Maintaining better posture, moving more while sitting less, and getting sun are keys to better health. Standing tall and keeping the head and chest up requires new muscle patterns which will strengthen and groove in over time.
Letting gravity be your work-out tool means you can “exercise” anywhere, anytime. The trick is to allow yourself time to change. All good things really do take time. Maintain mindful movement with an upright posture then get off gravity with a brief lay down/nap or reclined stretch-sitting (I will cover this another time). Move, rest and repeat.
Some of the main Pioneer Pilates moves are one-hand carries (from a purse to a paint bucket) and lifting and lowering of an object.
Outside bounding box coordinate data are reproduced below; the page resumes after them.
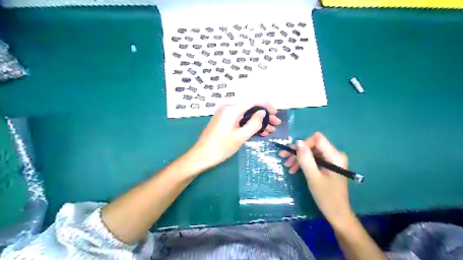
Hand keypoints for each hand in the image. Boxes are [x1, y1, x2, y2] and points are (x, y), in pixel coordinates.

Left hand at [190, 103, 280, 171]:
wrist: (201, 156)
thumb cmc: (221, 147)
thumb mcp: (240, 136)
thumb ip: (254, 123)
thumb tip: (262, 112)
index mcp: (232, 109)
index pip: (253, 101)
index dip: (266, 106)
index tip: (276, 114)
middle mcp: (228, 108)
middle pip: (250, 108)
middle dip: (264, 116)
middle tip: (276, 125)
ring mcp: (225, 115)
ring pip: (246, 115)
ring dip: (258, 122)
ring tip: (270, 130)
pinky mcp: (224, 122)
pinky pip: (240, 120)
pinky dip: (249, 125)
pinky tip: (259, 132)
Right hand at [278, 132, 350, 227]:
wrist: (338, 214)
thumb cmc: (326, 197)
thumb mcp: (313, 177)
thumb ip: (306, 159)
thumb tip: (298, 142)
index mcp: (335, 156)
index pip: (317, 139)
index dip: (303, 144)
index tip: (291, 153)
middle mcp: (335, 154)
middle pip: (313, 145)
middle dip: (298, 151)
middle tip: (283, 157)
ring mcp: (332, 160)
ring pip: (311, 152)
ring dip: (299, 158)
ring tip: (287, 166)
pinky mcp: (328, 166)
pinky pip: (314, 159)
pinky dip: (304, 163)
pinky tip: (294, 169)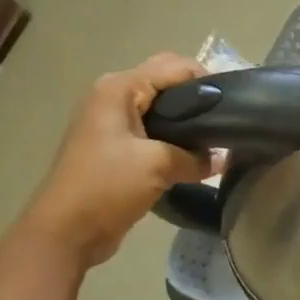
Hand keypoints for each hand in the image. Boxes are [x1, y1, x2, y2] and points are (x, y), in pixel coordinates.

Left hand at [19, 53, 211, 265]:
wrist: (65, 233)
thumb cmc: (107, 187)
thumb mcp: (159, 166)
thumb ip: (196, 157)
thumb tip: (222, 158)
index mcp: (119, 88)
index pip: (174, 67)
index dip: (207, 80)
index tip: (234, 104)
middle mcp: (113, 96)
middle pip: (166, 81)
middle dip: (196, 95)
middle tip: (226, 118)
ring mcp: (112, 122)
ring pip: (160, 106)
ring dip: (186, 118)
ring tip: (215, 136)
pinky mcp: (114, 146)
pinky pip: (152, 129)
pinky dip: (173, 136)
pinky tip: (194, 154)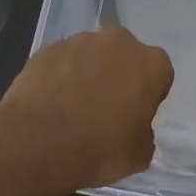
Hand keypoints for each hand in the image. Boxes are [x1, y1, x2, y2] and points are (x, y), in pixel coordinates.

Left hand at [0, 27, 174, 191]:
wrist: (37, 143)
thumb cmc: (99, 149)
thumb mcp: (139, 154)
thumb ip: (144, 132)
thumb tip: (133, 126)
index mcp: (151, 64)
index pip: (158, 75)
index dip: (147, 95)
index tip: (134, 115)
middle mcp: (118, 42)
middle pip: (124, 57)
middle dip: (118, 76)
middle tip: (104, 109)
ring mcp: (79, 41)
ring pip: (91, 56)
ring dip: (87, 74)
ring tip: (72, 107)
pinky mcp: (47, 49)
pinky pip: (62, 62)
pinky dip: (60, 76)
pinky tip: (51, 103)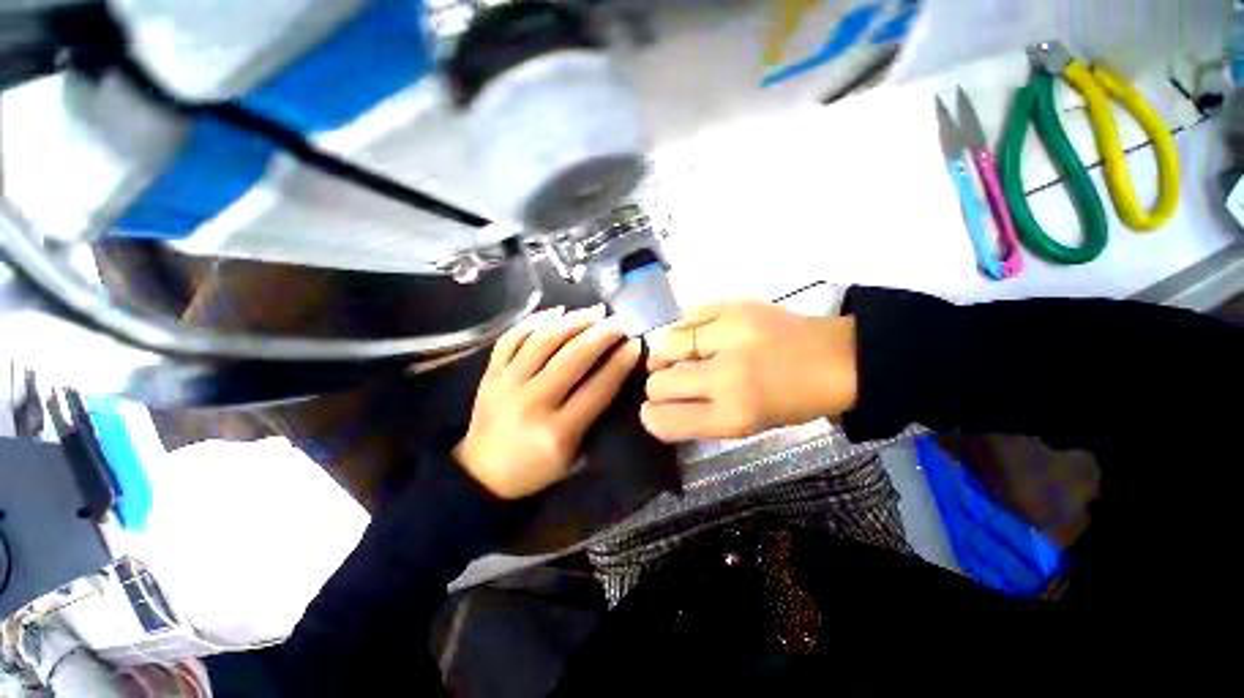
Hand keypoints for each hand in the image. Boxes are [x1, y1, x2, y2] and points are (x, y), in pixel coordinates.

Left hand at [455, 305, 641, 498]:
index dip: (620, 362)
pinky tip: (556, 311)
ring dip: (573, 321)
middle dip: (602, 334)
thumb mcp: (574, 457)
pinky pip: (512, 338)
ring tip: (594, 311)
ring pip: (543, 340)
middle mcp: (532, 403)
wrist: (481, 474)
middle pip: (573, 357)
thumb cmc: (535, 469)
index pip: (598, 388)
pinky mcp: (489, 375)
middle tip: (619, 322)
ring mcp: (506, 385)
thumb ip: (595, 418)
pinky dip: (535, 321)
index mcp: (557, 432)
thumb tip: (615, 373)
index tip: (635, 344)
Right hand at [641, 301, 856, 441]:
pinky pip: (686, 316)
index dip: (651, 416)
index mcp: (733, 415)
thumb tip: (658, 408)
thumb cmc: (792, 401)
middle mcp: (726, 376)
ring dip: (665, 354)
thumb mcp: (747, 426)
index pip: (664, 420)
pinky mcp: (735, 306)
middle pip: (658, 383)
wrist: (838, 359)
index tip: (653, 410)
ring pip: (665, 344)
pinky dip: (684, 328)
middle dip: (657, 385)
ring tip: (679, 354)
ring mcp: (729, 335)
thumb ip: (699, 419)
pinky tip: (695, 335)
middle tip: (670, 381)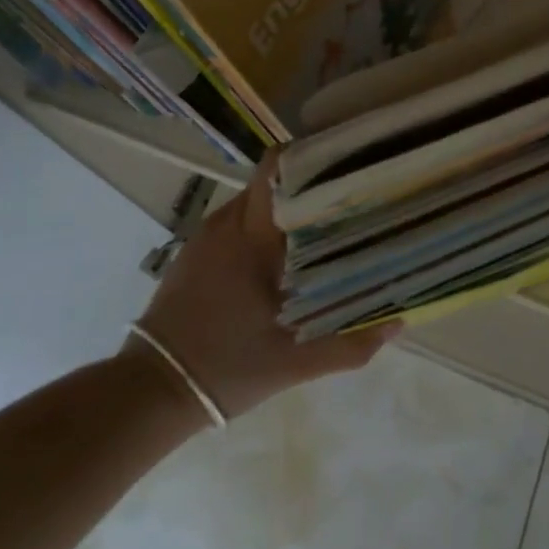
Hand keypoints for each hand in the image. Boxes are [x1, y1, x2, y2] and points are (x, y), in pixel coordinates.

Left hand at [132, 154, 396, 422]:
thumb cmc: (226, 368)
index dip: (312, 156)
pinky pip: (238, 221)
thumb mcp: (294, 363)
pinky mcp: (195, 251)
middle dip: (310, 182)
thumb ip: (349, 343)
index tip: (346, 162)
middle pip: (274, 180)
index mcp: (252, 236)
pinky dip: (264, 225)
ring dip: (287, 206)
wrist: (149, 392)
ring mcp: (206, 235)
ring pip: (256, 201)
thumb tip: (398, 320)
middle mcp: (227, 222)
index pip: (278, 167)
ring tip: (324, 222)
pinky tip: (283, 252)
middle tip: (348, 196)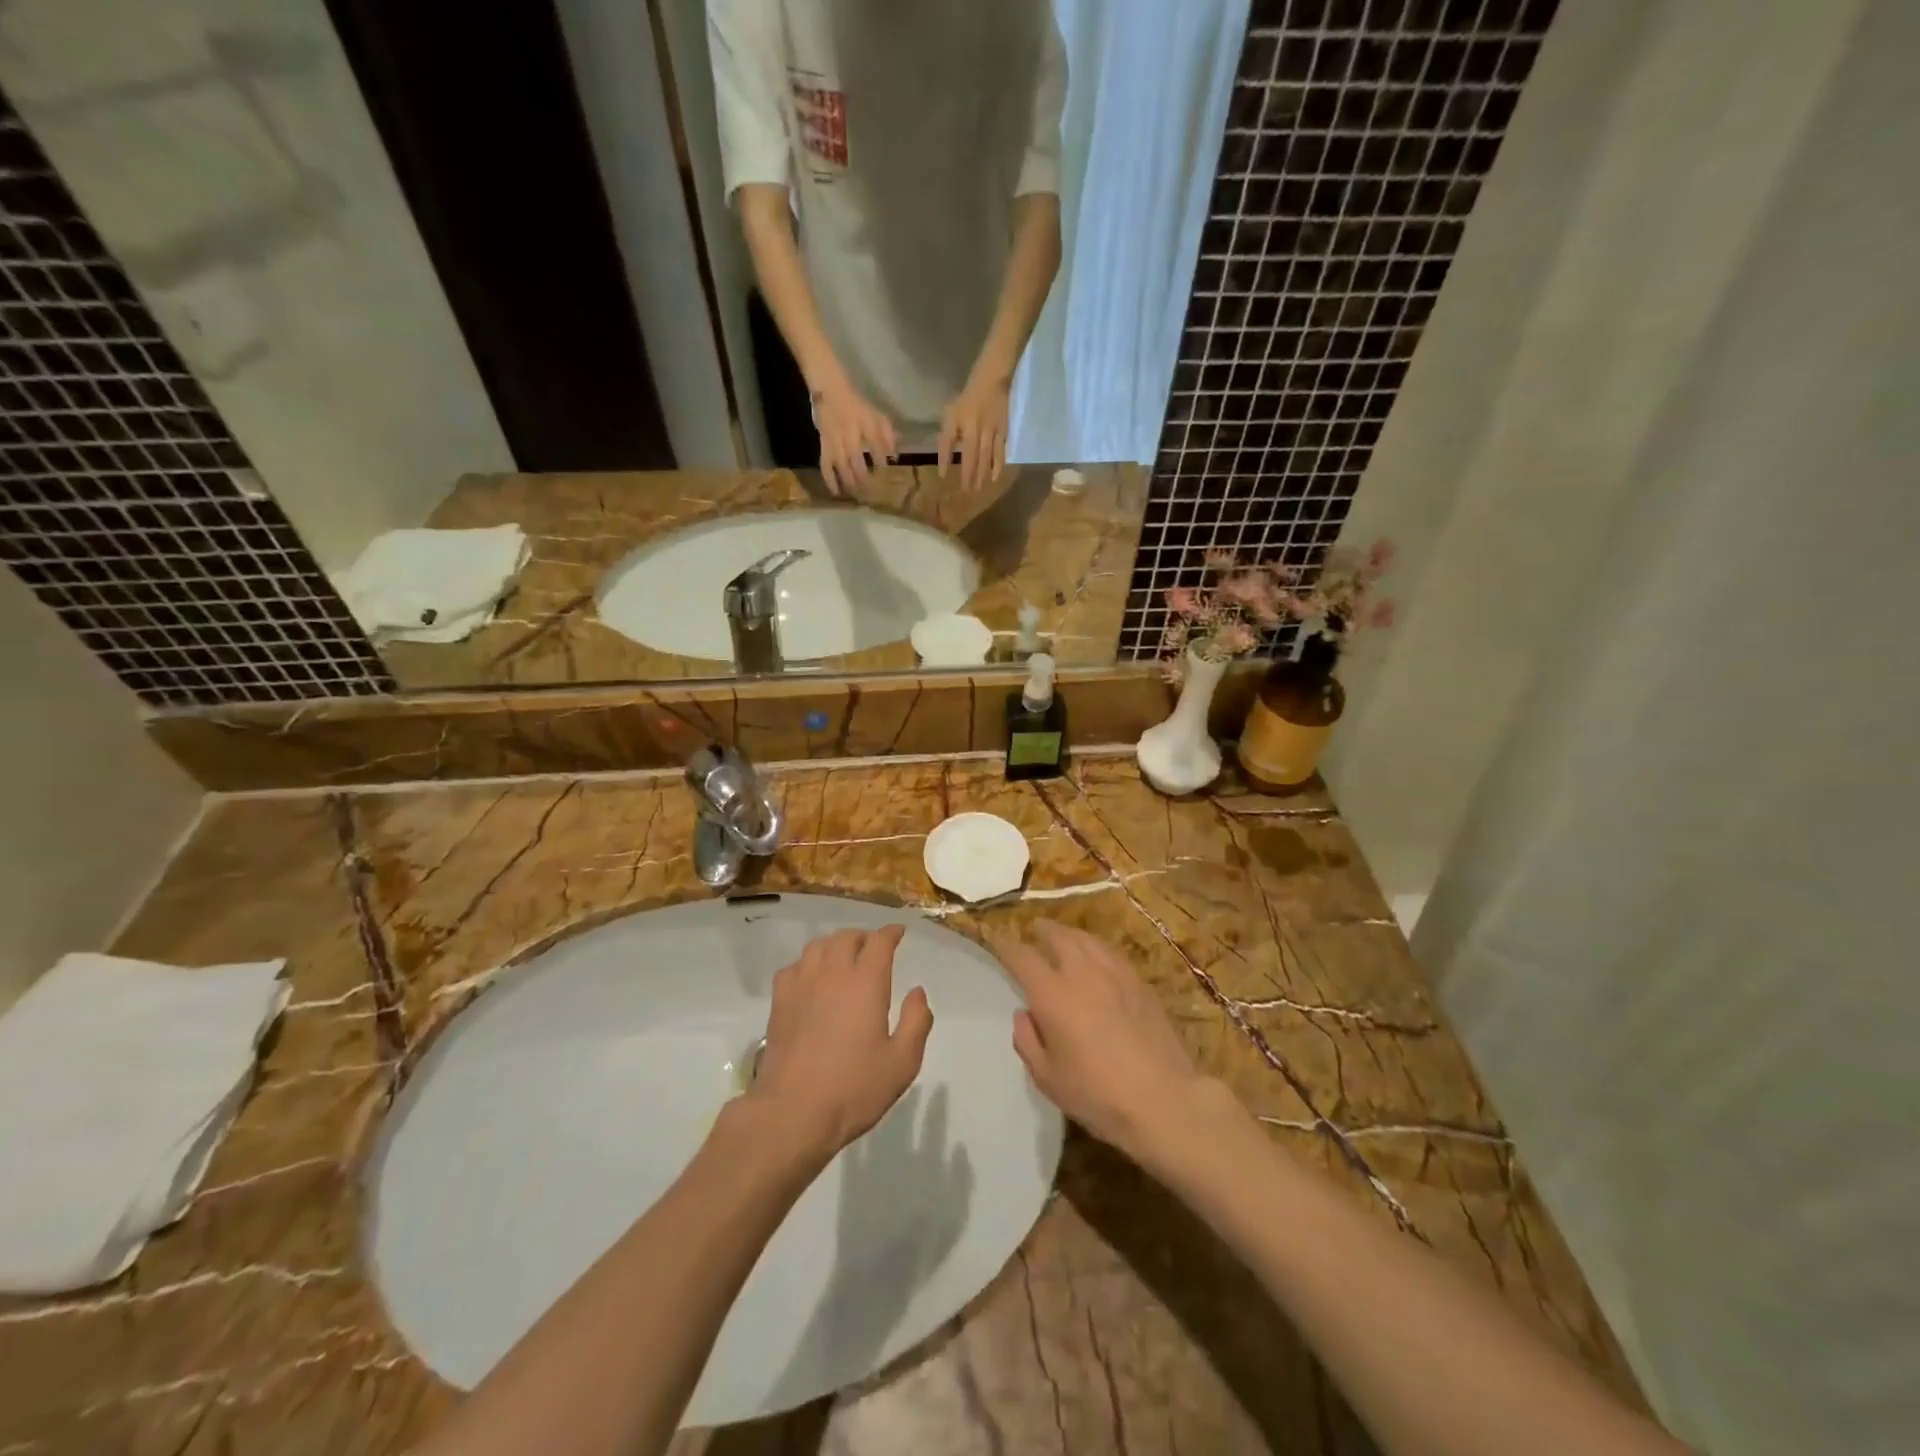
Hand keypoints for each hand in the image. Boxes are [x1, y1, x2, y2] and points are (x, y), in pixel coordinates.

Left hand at [748, 925, 932, 1157]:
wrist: (793, 1112)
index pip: (879, 942)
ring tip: (842, 958)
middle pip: (846, 938)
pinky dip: (807, 964)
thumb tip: (917, 992)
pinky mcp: (779, 1003)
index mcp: (866, 982)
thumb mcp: (902, 1062)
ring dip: (834, 945)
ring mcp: (802, 986)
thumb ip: (916, 1022)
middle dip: (863, 937)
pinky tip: (811, 979)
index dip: (890, 934)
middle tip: (872, 948)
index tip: (898, 933)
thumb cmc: (854, 1088)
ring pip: (817, 946)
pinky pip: (793, 967)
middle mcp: (833, 974)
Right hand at [814, 380, 896, 494]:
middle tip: (871, 493)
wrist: (830, 391)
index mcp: (865, 426)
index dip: (881, 462)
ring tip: (857, 495)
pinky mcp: (824, 446)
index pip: (876, 448)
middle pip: (857, 464)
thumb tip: (894, 456)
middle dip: (865, 479)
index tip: (885, 472)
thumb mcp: (877, 416)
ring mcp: (835, 443)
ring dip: (850, 483)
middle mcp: (850, 437)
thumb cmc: (857, 405)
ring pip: (842, 467)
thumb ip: (887, 435)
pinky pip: (826, 465)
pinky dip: (830, 480)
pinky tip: (836, 492)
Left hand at [938, 374, 1010, 492]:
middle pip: (973, 457)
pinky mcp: (1004, 431)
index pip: (952, 446)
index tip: (944, 479)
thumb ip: (947, 437)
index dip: (947, 462)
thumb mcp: (951, 414)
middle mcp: (978, 430)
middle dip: (969, 476)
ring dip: (982, 474)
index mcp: (963, 423)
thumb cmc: (967, 398)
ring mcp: (993, 431)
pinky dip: (998, 465)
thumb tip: (945, 460)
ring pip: (987, 457)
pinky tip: (995, 477)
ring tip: (979, 489)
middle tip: (966, 493)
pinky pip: (1001, 451)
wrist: (993, 379)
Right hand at [999, 921, 1213, 1161]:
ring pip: (1086, 939)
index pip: (1021, 956)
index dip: (1006, 946)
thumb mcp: (1047, 1077)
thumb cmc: (1097, 1094)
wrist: (1162, 1099)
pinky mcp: (1139, 982)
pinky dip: (1095, 947)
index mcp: (1052, 994)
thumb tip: (1024, 1014)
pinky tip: (1097, 956)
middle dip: (1041, 930)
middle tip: (1033, 931)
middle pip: (1057, 936)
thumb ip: (1027, 1041)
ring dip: (1069, 934)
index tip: (997, 942)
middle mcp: (1081, 973)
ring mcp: (1114, 973)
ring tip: (1063, 938)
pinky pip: (1110, 952)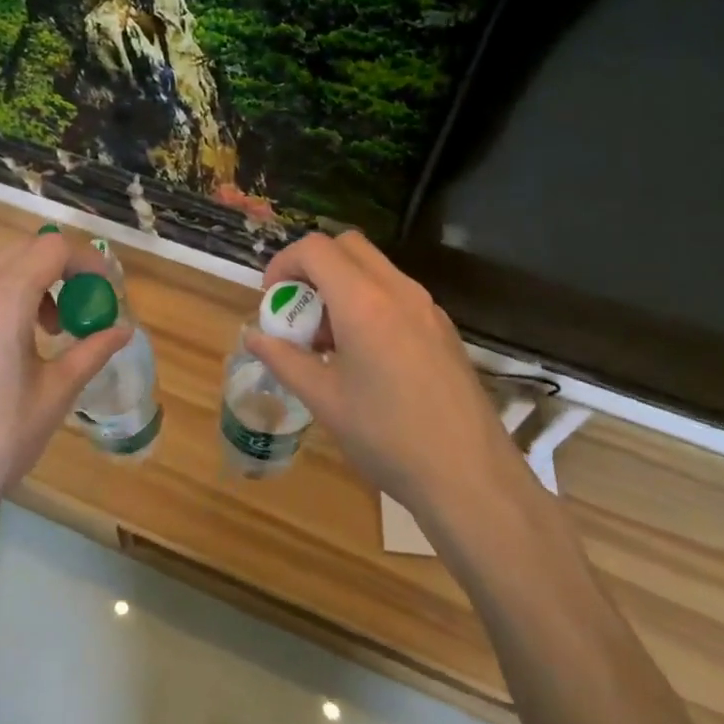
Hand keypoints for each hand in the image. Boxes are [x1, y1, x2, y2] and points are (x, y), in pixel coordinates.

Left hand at [0, 231, 129, 523]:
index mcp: (2, 300)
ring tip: (44, 336)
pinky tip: (5, 351)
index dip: (86, 260)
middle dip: (59, 272)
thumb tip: (123, 330)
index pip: (52, 248)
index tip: (104, 288)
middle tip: (78, 311)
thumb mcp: (55, 394)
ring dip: (29, 287)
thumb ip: (92, 351)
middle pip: (22, 252)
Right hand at [245, 232, 514, 518]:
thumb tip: (253, 336)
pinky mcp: (443, 329)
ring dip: (341, 284)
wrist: (471, 478)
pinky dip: (368, 302)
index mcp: (365, 303)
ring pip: (375, 268)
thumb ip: (284, 359)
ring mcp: (427, 308)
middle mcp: (399, 291)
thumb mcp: (324, 400)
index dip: (284, 263)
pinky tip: (364, 355)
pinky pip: (396, 293)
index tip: (272, 298)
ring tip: (327, 340)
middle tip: (298, 310)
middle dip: (313, 266)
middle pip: (347, 246)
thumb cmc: (387, 437)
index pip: (316, 248)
Squatting is probably the single most important movement for increasing whole body strength and endurance.
All of these require proper bracing of the ‘inner corset’. To engage these muscles, stand tall and reach high with one hand then the other. You will feel a tightening/ bracing through the stomach muscles as your core activates. Repeating these moves often through the day will support the spine and pelvis in its challenging role to provide stability with movement.